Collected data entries
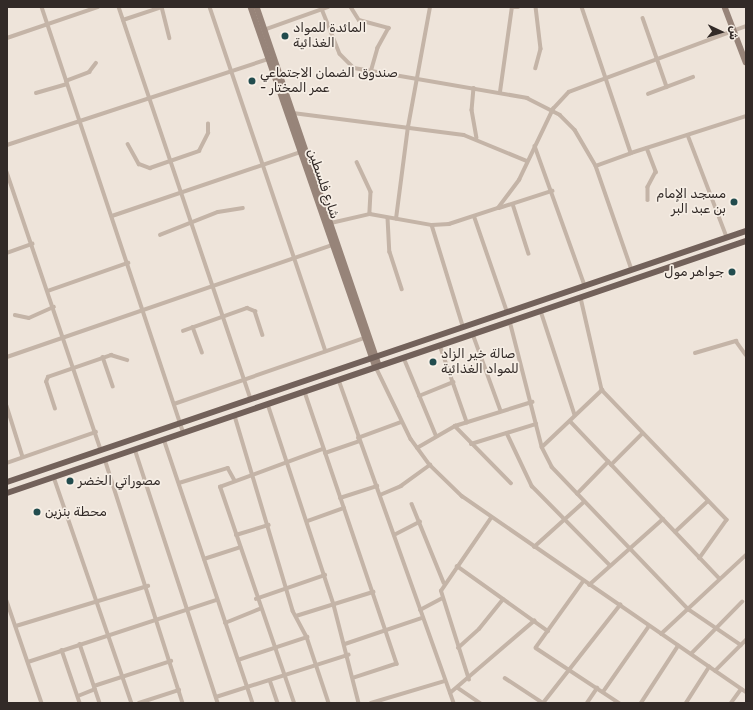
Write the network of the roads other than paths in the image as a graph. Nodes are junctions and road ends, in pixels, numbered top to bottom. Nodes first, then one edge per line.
1 (42, 7) edge
2 (98, 7) edge
3 (119, 7) edge
4 (162, 7) edge
5 (210, 7) edge
6 (251, 7) edge
7 (257, 7) edge
8 (328, 7) edge
9 (351, 7) edge
10 (430, 7) edge
11 (518, 7) edge
12 (536, 7) edge
13 (582, 7) edge
14 (725, 7) edge
15 (322, 9) junction
16 (643, 18) dead end
17 (122, 20) junction
18 (47, 24) junction
19 (746, 26) edge
20 (264, 30) junction
21 (735, 32) junction
22 (7, 38) edge
23 (170, 38) dead end
24 (268, 59) junction
25 (658, 60) junction
26 (746, 62) edge
27 (96, 63) dead end
28 (536, 68) dead end
29 (230, 71) junction
30 (371, 72) junction
31 (692, 77) dead end
32 (278, 78) junction
33 (606, 78) junction
34 (416, 80) junction
35 (66, 83) junction
36 (667, 87) junction
37 (474, 88) junction
38 (500, 92) junction
39 (36, 94) dead end
40 (648, 94) dead end
41 (150, 97) junction
42 (552, 109) junction
43 (293, 113) junction
44 (746, 116) edge
45 (80, 121) junction
46 (208, 124) dead end
47 (408, 126) junction
48 (688, 135) junction
49 (477, 138) junction
50 (128, 144) dead end
51 (7, 145) edge
52 (535, 146) junction
53 (647, 148) junction
54 (301, 152) junction
55 (631, 153) junction
56 (172, 160) junction
57 (527, 161) junction
58 (357, 162) dead end
59 (264, 165) junction
60 (596, 166) junction
61 (7, 172) edge
62 (182, 192) junction
63 (552, 192) junction
64 (648, 200) dead end
65 (513, 204) junction
66 (243, 208) dead end
67 (498, 208) junction
68 (370, 214) junction
69 (112, 216) junction
70 (388, 218) junction
71 (475, 218) junction
72 (396, 219) junction
73 (192, 221) junction
74 (331, 223) junction
75 (432, 225) junction
76 (746, 231) edge
77 (160, 235) dead end
78 (727, 237) junction
79 (746, 242) edge
80 (32, 244) junction
81 (332, 245) junction
82 (7, 253) edge
83 (529, 254) dead end
84 (296, 258) junction
85 (128, 264) junction
86 (632, 270) junction
87 (214, 286) junction
88 (586, 286) junction
89 (402, 289) dead end
90 (48, 291) junction
91 (581, 298) junction
92 (54, 307) junction
93 (144, 309) junction
94 (507, 311) junction
95 (541, 311) junction
96 (15, 315) dead end
97 (224, 315) junction
98 (510, 321) junction
99 (463, 326) junction
100 (193, 327) junction
101 (183, 331) dead end
102 (474, 334) junction
103 (263, 335) dead end
104 (63, 338) junction
105 (365, 338) junction
106 (440, 345) junction
107 (326, 351) junction
108 (202, 352) dead end
109 (695, 353) dead end
110 (746, 355) edge
111 (7, 357) edge
112 (104, 357) junction
113 (374, 357) junction
114 (404, 358) junction
115 (127, 360) dead end
116 (74, 368) junction
117 (378, 368) junction
118 (245, 379) junction
119 (339, 380) junction
120 (453, 382) junction
121 (113, 386) dead end
122 (602, 390) junction
123 (305, 392) junction
124 (419, 396) junction
125 (251, 399) junction
126 (532, 402) junction
127 (174, 404) junction
128 (268, 404) junction
129 (7, 406) edge
130 (55, 409) dead end
131 (501, 411) junction
132 (575, 415) junction
133 (235, 416) junction
134 (401, 422) junction
135 (467, 422) junction
136 (571, 422) junction
137 (181, 423) junction
138 (536, 424) junction
139 (455, 426) junction
140 (96, 432) junction
141 (184, 432) junction
142 (507, 433) junction
143 (642, 434) junction
144 (436, 435) junction
145 (164, 439) junction
146 (359, 439) junction
147 (471, 444) junction
148 (417, 448) junction
149 (542, 448) junction
150 (101, 449) junction
151 (135, 449) junction
152 (324, 451) junction
153 (23, 457) junction
154 (105, 459) junction
155 (288, 461) junction
156 (7, 463) edge
157 (610, 463) junction
158 (430, 465) junction
159 (253, 472) junction
160 (54, 477) junction
161 (234, 479) junction
162 (7, 482) edge
163 (179, 483) junction
164 (511, 483) dead end
165 (377, 486) junction
166 (7, 493) edge
167 (576, 494) junction
168 (380, 495) junction
169 (340, 498) junction
170 (708, 501) junction
171 (584, 502) junction
172 (412, 504) dead end
173 (344, 508) junction
174 (491, 518) junction
175 (566, 519) junction
176 (663, 519) junction
177 (308, 521) junction
178 (420, 522) junction
179 (268, 525) junction
180 (675, 532) junction
181 (236, 535) junction
182 (394, 535) junction
183 (240, 547) junction
184 (534, 547) junction
185 (629, 548) junction
186 (746, 555) edge
187 (700, 558) junction
188 (204, 559) junction
189 (610, 565) junction
190 (456, 566) junction
191 (325, 575) junction
192 (720, 579) junction
193 (584, 581) junction
194 (444, 583) junction
195 (589, 585) junction
196 (148, 586) junction
197 (286, 589) junction
198 (373, 592) junction
199 (441, 598) junction
200 (256, 599) junction
201 (503, 599) junction
202 (217, 600) junction
203 (7, 601) edge
204 (742, 602) dead end
205 (96, 603) junction
206 (334, 605) junction
207 (620, 605) junction
208 (688, 608) junction
209 (259, 609) junction
210 (420, 610) junction
211 (188, 611) junction
212 (296, 616) junction
213 (422, 618) junction
214 (159, 620) junction
215 (534, 621) junction
216 (225, 623) junction
217 (16, 626) junction
218 (649, 626) junction
219 (715, 629) junction
220 (386, 631) junction
221 (548, 631) junction
222 (661, 634) junction
223 (109, 636) junction
224 (307, 637) junction
225 (746, 640) edge
226 (80, 644) junction
227 (345, 644) junction
228 (741, 645) junction
229 (678, 646) junction
230 (273, 648) junction
231 (458, 648) junction
232 (62, 650) junction
233 (692, 654) junction
234 (348, 655) junction
235 (238, 660) junction
236 (171, 661) junction
237 (28, 662) junction
238 (317, 665) junction
239 (709, 667) junction
240 (567, 669) junction
241 (715, 671) junction
242 (123, 676) junction
243 (284, 676) junction
244 (354, 678) junction
245 (505, 678) dead end
246 (270, 680) junction
247 (468, 680) junction
248 (445, 681) junction
249 (95, 688) junction
250 (248, 688) junction
251 (458, 688) junction
252 (597, 688) junction
253 (741, 689) junction
254 (179, 690) junction
255 (603, 692) junction
256 (746, 692) edge
257 (450, 693) junction
258 (78, 696) junction
259 (216, 697) junction
260 (42, 703) edge
261 (80, 703) edge
262 (100, 703) edge
263 (132, 703) edge
264 (139, 703) edge
265 (183, 703) edge
266 (218, 703) edge
267 (253, 703) edge
268 (278, 703) edge
269 (294, 703) edge
270 (329, 703) edge
271 (359, 703) edge
272 (372, 703) edge
273 (454, 703) edge
274 (480, 703) edge
275 (543, 703) edge
276 (587, 703) edge
277 (619, 703) edge
278 (640, 703) edge
279 (686, 703) edge
280 (731, 703) edge

1 - 18 street
2 - 18 street
3 - 17 street
4 - 17 street
4 - 23 street
5 - 29 street
6 - 24 street, شارع فلسطين
7 - 20 street, شارع فلسطين
8 - 15 street
9 - 30 street
10 - 34 street
11 - 38 street
12 - 28 street
13 - 33 street
14 - 21 street
15 - 20 street
15 - 30 street
16 - 25 street
17 - 41 street
18 - 22 street
18 - 35 street
19 - 21 street
20 - 32 street, شارع فلسطين
21 - 25 street
21 - 26 street
24 - 29 street
24 - 32 street, شارع فلسطين
25 - 33 street
25 - 36 street
27 - 35 street
29 - 41 street
29 - 59 street
30 - 34 street
31 - 36 street
32 - 43 street, شارع فلسطين
32 - 54 street, شارع فلسطين
33 - 42 street
33 - 55 street
34 - 37 street
34 - 47 street
35 - 39 street
35 - 45 street
36 - 40 street
37 - 38 street
37 - 49 street
38 - 42 street
41 - 45 street
41 - 56 street
42 - 52 street
42 - 60 street
43 - 47 street
43 - 74 street, شارع فلسطين
44 - 48 street
45 - 51 street
45 - 69 street
46 - 56 street
47 - 49 street
47 - 72 street
48 - 53 street
48 - 78 street
49 - 57 street
50 - 56 street
52 - 57 street
52 - 63 street
53 - 55 street
53 - 64 street
54 - 59 street
54 - 81 street, شارع فلسطين
55 - 60 street
56 - 62 street
57 - 67 street
58 - 68 street
59 - 62 street
59 - 84 street
60 - 86 street
61 - 80 street
62 - 69 street
62 - 73 street
63 - 65 street
63 - 88 street
65 - 67 street
65 - 83 street
66 - 73 street
67 - 71 street
68 - 70 street
68 - 74 street
69 - 85 street
70 - 72 street
70 - 89 street
71 - 75 street
71 - 94 street
72 - 75 street
73 - 77 street
73 - 87 street
74 - 113 street, شارع فلسطين
75 - 99 street
76 - 78 main road
78 - 86 main road
79 - 91 main road
80 - 82 street
80 - 90 street
81 - 84 street
81 - 105 street, شارع فلسطين
84 - 87 street
84 - 107 street
85 - 90 street
85 - 93 street
86 - 88 main road
87 - 93 street
87 - 97 street
88 - 94 main road
90 - 92 street
91 - 95 main road
91 - 122 street
92 - 96 street
92 - 104 street
93 - 104 street
93 - 127 street
94 - 99 main road
95 - 98 main road
95 - 132 street
97 - 100 street
97 - 103 street
97 - 118 street
98 - 102 main road
98 - 126 street
99 - 113 main road
100 - 101 street
100 - 108 street
102 - 106 main road
102 - 131 street
104 - 111 street
104 - 116 street
105 - 107 street
105 - 113 street, شارع فلسطين
106 - 114 main road
106 - 120 street
107 - 118 street
109 - 110 street
112 - 115 street
112 - 116 street
112 - 121 street
113 - 117 street, شارع فلسطين
113 - 125 main road
114 - 117 main road
114 - 124 street
116 - 130 street
116 - 140 street
117 - 119 main road
117 - 134 street
118 - 125 street
118 - 127 street
119 - 123 main road
119 - 146 street
120 - 124 street
120 - 135 street
122 - 132 street
122 - 143 street
123 - 128 main road
123 - 152 street
124 - 144 street
125 - 137 main road
126 - 131 street
126 - 138 street
127 - 137 street
128 - 133 main road
128 - 155 street
129 - 153 street
131 - 135 street
132 - 136 street
133 - 141 main road
133 - 159 street
134 - 146 street
134 - 148 street
135 - 139 street
136 - 149 street
136 - 157 street
137 - 141 street
137 - 150 main road
138 - 142 street
138 - 149 street
139 - 144 street
139 - 147 street
140 - 150 street
140 - 153 street
141 - 145 main road
142 - 147 street
142 - 175 street
143 - 157 street
143 - 170 street
144 - 148 street
145 - 151 main road
145 - 163 street
146 - 152 street
146 - 165 street
147 - 164 street
148 - 158 street
149 - 167 street
150 - 162 main road
151 - 154 main road
151 - 211 street
152 - 155 street
152 - 169 street
153 - 156 street
154 - 160 main road
154 - 196 street
155 - 159 street
155 - 177 street
157 - 167 street
157 - 176 street
158 - 168 street
158 - 174 street
159 - 161 street
159 - 179 street
160 - 166 main road
160 - 205 street
161 - 163 street
161 - 181 street
163 - 188 street
165 - 168 street
165 - 169 street
167 - 171 street
168 - 182 street
169 - 173 street
170 - 180 street
170 - 187 street
171 - 175 street
171 - 185 street
172 - 178 street
173 - 177 street
173 - 198 street
174 - 184 street
174 - 190 street
175 - 184 street
175 - 189 street
176 - 180 street
176 - 185 street
177 - 191 street
178 - 182 street
178 - 194 street
179 - 181 street
179 - 197 street
180 - 187 street
181 - 183 street
182 - 210 street
183 - 188 street
183 - 200 street
184 - 193 street
185 - 189 street
185 - 208 street
186 - 192 street
187 - 192 street
188 - 202 street
189 - 195 street
190 - 194 street
190 - 201 street
191 - 197 street
191 - 206 street
192 - 208 street
193 - 195 street
193 - 221 street
194 - 199 street
195 - 207 street
196 - 205 street
196 - 214 street
197 - 200 street
197 - 212 street
198 - 206 street
198 - 220 street
199 - 210 street
199 - 231 street
200 - 209 street
201 - 215 street
201 - 231 street
202 - 211 street
202 - 216 street
203 - 217 street
204 - 219 street
205 - 217 street
205 - 223 street
206 - 212 street
206 - 227 street
207 - 218 street
207 - 240 street
208 - 219 street
208 - 222 street
209 - 216 street
209 - 230 street
210 - 213 street
211 - 214 street
211 - 259 street
212 - 224 street
213 - 220 street
213 - 248 street
214 - 223 street
214 - 236 street
215 - 221 street
215 - 247 street
216 - 235 street
217 - 237 street
218 - 222 street
218 - 255 street
219 - 228 street
219 - 233 street
220 - 227 street
220 - 244 street
221 - 240 street
222 - 229 street
223 - 226 street
223 - 242 street
224 - 230 street
224 - 238 street
225 - 228 street
226 - 232 street
226 - 249 street
227 - 234 street
228 - 241 street
229 - 233 street
229 - 278 street
230 - 235 street
230 - 243 street
231 - 247 street
232 - 237 street
232 - 258 street
233 - 239 street
234 - 238 street
234 - 244 street
235 - 250 street
236 - 242 street
236 - 254 street
237 - 260 street
238 - 243 street
238 - 270 street
239 - 241 street
239 - 279 street
240 - 252 street
240 - 275 street
241 - 253 street
242 - 249 street
242 - 263 street
243 - 246 street
243 - 269 street
244 - 271 street
245 - 275 street
246 - 250 street
246 - 268 street
247 - 251 street
248 - 257 street
248 - 272 street
249 - 258 street
249 - 262 street
250 - 259 street
250 - 267 street
251 - 257 street
251 - 274 street
252 - 255 street
252 - 276 street
253 - 256 street
253 - 280 street
254 - 264 street
254 - 265 street
255 - 277 street
257 - 273 street
258 - 261 street
259 - 266 street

### DIRECTIONS FOR THIS TASK
When a line in the records above holds "شارع", that line is to be reported.

### TASK OUTPUT
6 - 24 street, شارع فلسطين
7 - 20 street, شارع فلسطين
20 - 32 street, شارع فلسطين
24 - 32 street, شارع فلسطين
32 - 43 street, شارع فلسطين
32 - 54 street, شارع فلسطين
43 - 74 street, شارع فلسطين
54 - 81 street, شارع فلسطين
74 - 113 street, شارع فلسطين
81 - 105 street, شارع فلسطين
105 - 113 street, شارع فلسطين
113 - 117 street, شارع فلسطين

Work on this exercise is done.